+++ Dataset records +++

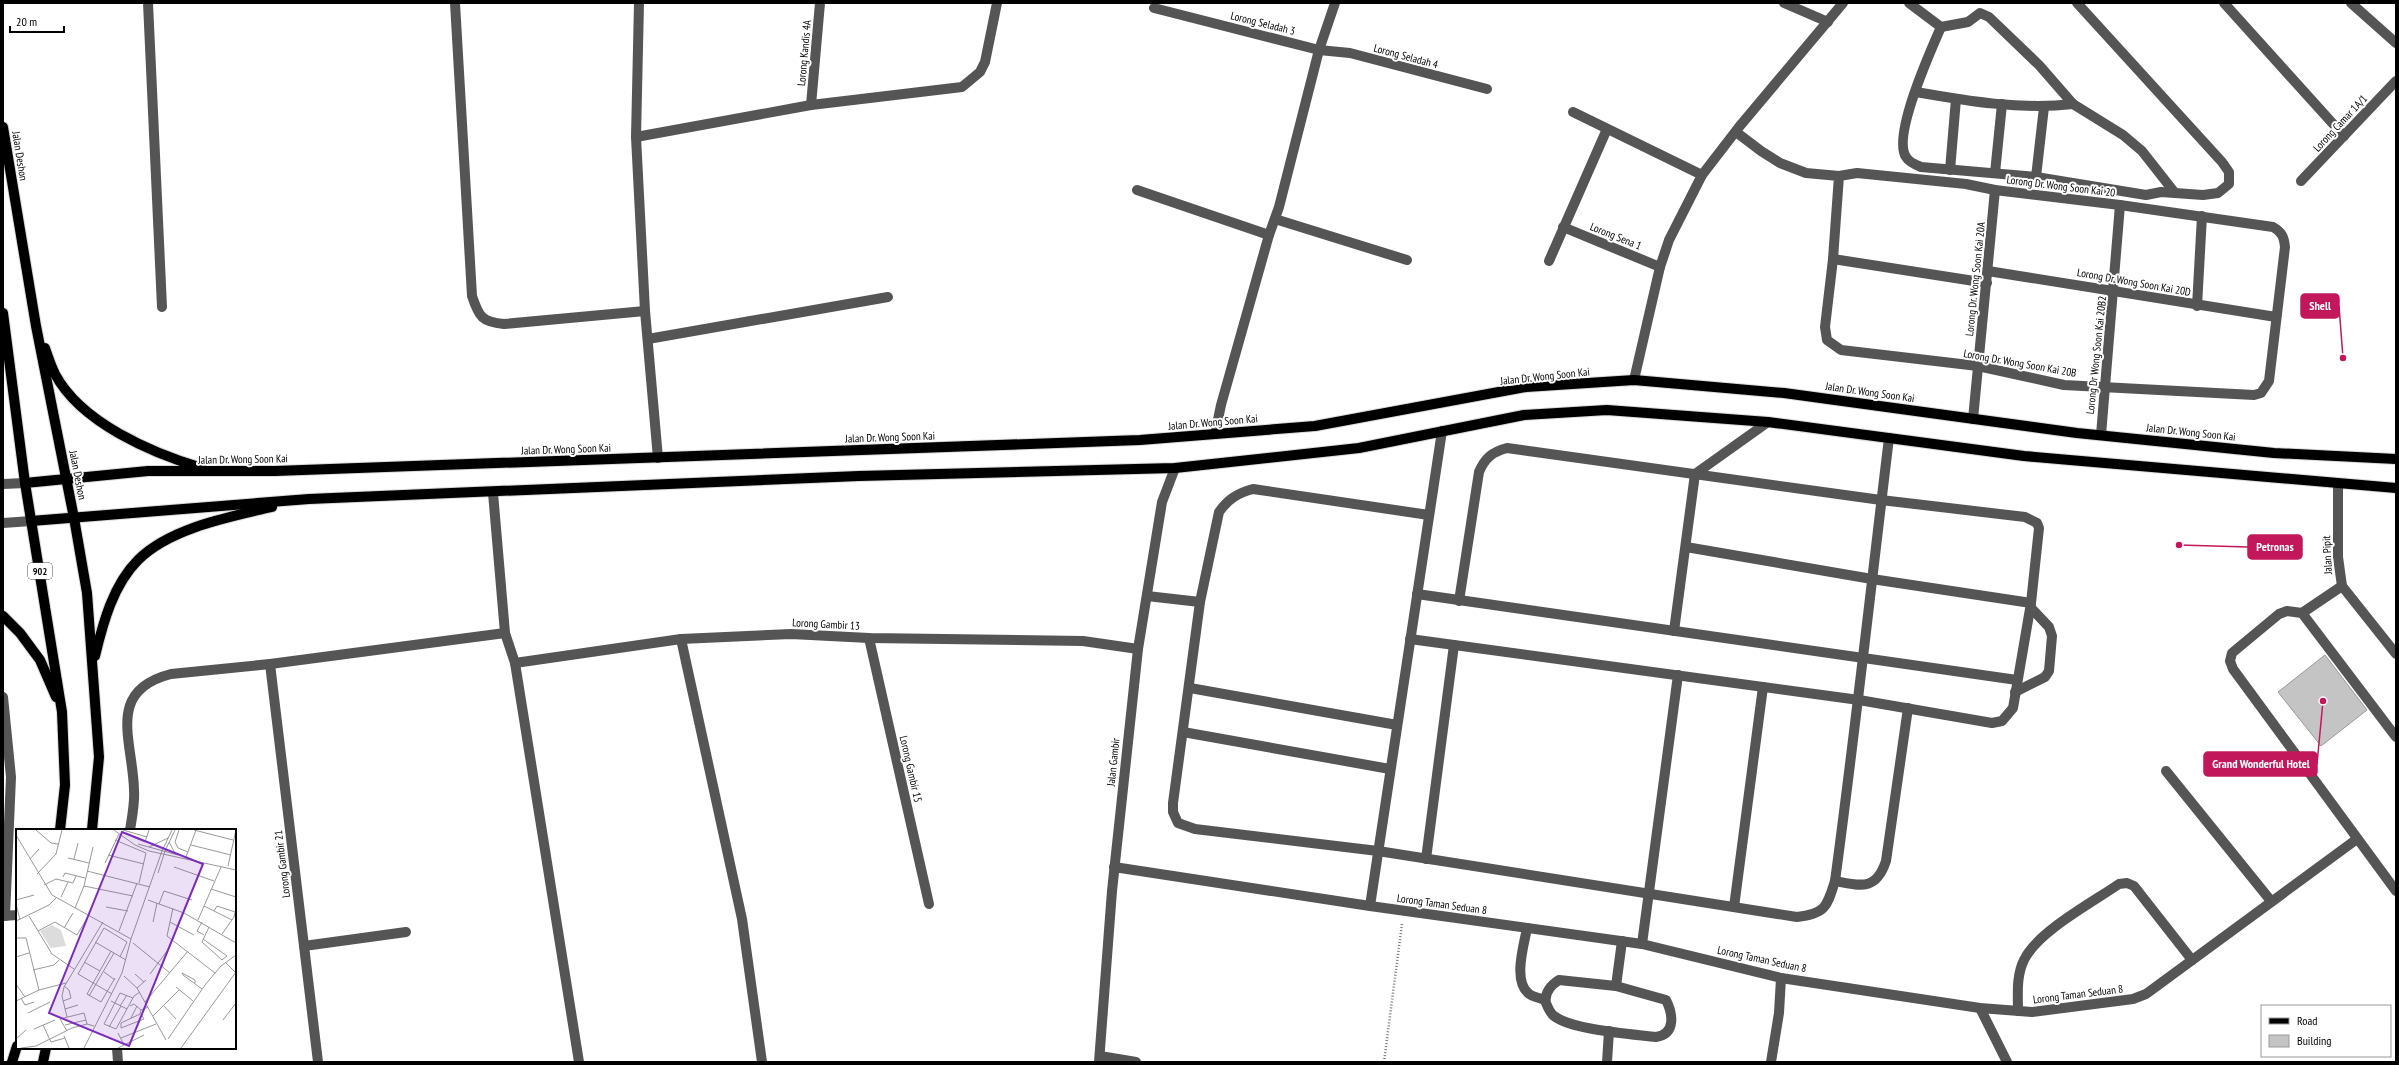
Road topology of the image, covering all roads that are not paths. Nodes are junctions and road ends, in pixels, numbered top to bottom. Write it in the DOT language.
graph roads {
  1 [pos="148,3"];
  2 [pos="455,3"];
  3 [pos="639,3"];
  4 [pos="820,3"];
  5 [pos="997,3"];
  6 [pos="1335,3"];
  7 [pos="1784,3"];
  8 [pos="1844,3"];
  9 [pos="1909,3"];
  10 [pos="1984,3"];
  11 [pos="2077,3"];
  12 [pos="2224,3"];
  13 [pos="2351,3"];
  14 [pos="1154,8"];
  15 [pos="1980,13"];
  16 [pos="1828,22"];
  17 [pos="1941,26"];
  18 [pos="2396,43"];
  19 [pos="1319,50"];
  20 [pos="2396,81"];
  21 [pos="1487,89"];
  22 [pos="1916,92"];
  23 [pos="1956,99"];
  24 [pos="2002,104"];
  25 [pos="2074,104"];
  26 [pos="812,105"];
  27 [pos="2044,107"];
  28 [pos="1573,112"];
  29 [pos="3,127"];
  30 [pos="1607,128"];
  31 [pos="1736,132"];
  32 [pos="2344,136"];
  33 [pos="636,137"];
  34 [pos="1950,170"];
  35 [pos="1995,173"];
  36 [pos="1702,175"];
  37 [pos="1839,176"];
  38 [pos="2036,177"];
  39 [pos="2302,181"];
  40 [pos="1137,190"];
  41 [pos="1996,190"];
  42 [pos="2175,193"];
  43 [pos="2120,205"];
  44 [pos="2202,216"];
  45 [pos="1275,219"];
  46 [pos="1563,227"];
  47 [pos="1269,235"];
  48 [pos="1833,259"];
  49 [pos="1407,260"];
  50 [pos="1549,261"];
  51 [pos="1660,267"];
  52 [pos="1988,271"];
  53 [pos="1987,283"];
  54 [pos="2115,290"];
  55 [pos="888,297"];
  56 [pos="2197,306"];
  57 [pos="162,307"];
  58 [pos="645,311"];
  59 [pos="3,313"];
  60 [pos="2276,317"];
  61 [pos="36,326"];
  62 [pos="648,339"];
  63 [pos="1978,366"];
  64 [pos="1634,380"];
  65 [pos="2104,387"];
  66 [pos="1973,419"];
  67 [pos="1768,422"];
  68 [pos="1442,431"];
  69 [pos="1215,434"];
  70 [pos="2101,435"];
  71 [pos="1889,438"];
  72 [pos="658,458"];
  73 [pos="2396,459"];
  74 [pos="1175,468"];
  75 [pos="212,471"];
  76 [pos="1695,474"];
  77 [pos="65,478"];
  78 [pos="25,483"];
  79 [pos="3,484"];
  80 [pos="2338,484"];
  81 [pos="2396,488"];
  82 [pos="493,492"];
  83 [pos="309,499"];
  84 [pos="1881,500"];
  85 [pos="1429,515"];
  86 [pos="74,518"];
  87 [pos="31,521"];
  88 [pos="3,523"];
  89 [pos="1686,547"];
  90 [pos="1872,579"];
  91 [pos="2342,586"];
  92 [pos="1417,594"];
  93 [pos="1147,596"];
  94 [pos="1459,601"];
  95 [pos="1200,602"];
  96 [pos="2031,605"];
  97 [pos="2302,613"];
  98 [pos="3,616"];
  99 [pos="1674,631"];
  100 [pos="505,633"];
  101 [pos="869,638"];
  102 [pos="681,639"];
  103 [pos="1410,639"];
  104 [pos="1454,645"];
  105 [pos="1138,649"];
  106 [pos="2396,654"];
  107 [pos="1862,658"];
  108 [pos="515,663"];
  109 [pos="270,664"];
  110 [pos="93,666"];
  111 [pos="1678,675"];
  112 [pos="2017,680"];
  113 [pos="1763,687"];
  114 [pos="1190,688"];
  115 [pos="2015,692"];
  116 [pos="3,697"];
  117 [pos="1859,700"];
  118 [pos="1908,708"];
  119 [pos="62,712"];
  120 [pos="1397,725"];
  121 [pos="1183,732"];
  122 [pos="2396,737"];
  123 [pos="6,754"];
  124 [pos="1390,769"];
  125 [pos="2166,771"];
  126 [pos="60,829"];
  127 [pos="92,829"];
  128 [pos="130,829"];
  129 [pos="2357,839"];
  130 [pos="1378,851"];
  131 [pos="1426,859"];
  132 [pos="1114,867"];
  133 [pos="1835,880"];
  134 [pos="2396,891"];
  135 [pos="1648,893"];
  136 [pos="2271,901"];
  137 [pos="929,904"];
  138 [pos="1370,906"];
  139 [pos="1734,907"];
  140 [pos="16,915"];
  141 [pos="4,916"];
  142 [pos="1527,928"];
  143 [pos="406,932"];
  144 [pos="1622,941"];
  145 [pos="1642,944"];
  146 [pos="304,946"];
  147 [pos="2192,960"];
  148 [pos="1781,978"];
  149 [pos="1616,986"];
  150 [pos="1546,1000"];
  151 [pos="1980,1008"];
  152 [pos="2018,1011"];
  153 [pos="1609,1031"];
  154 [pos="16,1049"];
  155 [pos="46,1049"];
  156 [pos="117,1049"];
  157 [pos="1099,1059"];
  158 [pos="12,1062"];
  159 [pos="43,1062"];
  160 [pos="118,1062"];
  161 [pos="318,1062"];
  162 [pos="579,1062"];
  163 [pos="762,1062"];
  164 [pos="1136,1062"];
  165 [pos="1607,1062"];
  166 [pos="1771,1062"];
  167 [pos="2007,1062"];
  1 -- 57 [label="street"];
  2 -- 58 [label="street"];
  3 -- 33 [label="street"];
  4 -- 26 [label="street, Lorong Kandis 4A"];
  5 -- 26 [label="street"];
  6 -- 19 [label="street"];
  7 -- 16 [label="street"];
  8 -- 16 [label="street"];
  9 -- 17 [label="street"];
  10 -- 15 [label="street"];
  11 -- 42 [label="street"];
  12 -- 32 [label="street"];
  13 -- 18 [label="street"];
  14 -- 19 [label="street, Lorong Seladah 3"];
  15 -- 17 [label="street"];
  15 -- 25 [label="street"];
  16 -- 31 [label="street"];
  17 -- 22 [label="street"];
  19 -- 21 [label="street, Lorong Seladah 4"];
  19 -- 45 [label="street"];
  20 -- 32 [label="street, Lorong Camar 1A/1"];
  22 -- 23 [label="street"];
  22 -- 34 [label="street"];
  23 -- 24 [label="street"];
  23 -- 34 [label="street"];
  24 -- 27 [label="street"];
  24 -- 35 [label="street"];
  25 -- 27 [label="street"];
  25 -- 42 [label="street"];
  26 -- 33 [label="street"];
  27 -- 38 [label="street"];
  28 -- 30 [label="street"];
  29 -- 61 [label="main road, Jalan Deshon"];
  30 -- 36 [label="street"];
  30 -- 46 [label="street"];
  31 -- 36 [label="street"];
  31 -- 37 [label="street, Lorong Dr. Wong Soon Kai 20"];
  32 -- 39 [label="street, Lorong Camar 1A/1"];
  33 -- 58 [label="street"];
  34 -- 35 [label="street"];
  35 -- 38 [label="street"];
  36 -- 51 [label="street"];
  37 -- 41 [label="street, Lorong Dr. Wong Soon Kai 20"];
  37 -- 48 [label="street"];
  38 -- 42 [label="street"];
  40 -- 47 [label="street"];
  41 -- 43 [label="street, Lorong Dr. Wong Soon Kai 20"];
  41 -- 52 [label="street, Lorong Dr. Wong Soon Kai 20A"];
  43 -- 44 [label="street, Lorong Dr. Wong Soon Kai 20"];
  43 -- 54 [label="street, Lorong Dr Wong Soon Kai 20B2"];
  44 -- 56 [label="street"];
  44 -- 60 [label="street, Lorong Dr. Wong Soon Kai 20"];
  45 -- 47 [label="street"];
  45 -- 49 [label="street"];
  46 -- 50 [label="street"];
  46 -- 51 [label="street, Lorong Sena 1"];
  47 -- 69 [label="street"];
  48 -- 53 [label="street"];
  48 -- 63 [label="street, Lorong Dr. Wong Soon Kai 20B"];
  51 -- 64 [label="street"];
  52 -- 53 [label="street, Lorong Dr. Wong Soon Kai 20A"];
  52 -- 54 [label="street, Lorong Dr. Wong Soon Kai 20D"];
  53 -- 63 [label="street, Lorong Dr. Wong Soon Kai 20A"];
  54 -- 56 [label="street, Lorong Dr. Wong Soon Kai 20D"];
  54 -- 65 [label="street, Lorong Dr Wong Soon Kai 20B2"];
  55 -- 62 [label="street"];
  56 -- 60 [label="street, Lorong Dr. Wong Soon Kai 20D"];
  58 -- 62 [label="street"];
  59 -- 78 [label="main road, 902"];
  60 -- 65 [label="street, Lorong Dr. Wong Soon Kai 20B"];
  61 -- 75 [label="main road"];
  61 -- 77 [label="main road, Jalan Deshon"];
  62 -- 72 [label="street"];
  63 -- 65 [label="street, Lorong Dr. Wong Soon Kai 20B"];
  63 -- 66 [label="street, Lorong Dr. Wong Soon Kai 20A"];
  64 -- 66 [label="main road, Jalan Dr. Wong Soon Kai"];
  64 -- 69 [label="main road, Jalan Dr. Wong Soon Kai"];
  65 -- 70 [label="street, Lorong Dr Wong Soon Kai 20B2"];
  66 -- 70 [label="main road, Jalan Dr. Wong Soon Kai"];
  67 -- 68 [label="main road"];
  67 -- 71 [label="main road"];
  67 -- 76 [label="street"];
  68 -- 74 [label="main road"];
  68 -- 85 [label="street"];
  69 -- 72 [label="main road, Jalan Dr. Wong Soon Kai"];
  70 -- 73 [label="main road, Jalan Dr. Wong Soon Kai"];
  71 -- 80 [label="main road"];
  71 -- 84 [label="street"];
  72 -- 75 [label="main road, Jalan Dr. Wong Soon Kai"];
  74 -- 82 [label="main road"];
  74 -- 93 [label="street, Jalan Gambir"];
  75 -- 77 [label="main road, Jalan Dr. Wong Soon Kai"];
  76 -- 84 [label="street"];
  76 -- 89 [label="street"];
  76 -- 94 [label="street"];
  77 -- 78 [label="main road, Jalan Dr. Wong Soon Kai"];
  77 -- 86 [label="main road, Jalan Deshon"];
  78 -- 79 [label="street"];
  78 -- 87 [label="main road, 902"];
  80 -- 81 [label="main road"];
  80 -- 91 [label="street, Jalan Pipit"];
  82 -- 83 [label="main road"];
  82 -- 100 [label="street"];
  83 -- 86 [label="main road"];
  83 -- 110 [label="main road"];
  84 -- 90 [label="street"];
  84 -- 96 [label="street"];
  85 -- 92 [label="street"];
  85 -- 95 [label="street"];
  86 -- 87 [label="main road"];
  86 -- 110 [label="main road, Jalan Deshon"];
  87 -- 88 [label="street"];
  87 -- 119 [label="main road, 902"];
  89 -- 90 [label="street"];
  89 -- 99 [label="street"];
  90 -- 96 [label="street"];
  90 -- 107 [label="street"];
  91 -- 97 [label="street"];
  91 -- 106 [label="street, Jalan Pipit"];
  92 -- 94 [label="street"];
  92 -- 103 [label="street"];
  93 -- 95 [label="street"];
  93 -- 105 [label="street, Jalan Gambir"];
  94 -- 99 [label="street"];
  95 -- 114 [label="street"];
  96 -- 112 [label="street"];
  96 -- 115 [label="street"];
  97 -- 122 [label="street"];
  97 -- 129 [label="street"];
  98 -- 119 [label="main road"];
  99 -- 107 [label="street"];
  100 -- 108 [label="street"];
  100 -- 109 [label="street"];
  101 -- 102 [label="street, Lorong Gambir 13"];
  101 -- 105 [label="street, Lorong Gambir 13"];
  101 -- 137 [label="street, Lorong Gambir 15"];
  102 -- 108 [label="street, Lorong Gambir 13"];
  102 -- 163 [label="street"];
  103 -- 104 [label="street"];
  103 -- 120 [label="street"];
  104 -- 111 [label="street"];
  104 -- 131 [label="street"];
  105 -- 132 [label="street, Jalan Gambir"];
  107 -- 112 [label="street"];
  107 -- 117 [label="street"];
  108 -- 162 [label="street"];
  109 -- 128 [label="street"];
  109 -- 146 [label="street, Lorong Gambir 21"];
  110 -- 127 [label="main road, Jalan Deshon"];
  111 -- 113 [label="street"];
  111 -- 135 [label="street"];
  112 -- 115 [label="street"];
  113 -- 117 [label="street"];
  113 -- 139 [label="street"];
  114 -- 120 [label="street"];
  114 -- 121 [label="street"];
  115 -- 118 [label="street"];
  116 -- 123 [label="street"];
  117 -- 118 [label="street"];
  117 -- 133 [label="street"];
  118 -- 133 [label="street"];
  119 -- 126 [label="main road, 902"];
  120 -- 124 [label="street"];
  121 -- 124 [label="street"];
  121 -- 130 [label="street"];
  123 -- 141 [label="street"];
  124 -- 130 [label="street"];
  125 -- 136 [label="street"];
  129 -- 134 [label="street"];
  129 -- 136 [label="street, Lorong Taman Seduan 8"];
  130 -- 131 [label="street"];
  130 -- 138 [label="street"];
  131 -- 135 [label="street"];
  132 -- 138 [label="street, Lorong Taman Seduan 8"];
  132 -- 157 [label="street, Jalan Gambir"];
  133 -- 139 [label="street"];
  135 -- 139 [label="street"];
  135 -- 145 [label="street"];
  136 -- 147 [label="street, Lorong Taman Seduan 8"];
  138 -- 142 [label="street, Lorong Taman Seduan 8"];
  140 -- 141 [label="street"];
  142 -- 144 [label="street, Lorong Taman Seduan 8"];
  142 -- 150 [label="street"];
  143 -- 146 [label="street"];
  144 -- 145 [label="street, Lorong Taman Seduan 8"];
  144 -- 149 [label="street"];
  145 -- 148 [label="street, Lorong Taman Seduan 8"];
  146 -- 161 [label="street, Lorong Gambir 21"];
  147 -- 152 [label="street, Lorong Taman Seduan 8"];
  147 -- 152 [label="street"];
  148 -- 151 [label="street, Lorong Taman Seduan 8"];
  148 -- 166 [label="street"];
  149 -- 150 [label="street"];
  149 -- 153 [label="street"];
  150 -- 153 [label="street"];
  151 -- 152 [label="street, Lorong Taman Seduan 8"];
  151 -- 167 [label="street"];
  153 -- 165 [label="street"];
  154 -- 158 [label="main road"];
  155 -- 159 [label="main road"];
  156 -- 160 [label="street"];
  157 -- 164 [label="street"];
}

+++

■ **Exercise**: Only lines with the word "Deshon" are wanted. Find and copy them from the records above.

■ **Task solution**:
  29 -- 61 [label="main road, Jalan Deshon"];
  61 -- 77 [label="main road, Jalan Deshon"];
  77 -- 86 [label="main road, Jalan Deshon"];
  86 -- 110 [label="main road, Jalan Deshon"];
  110 -- 127 [label="main road, Jalan Deshon"];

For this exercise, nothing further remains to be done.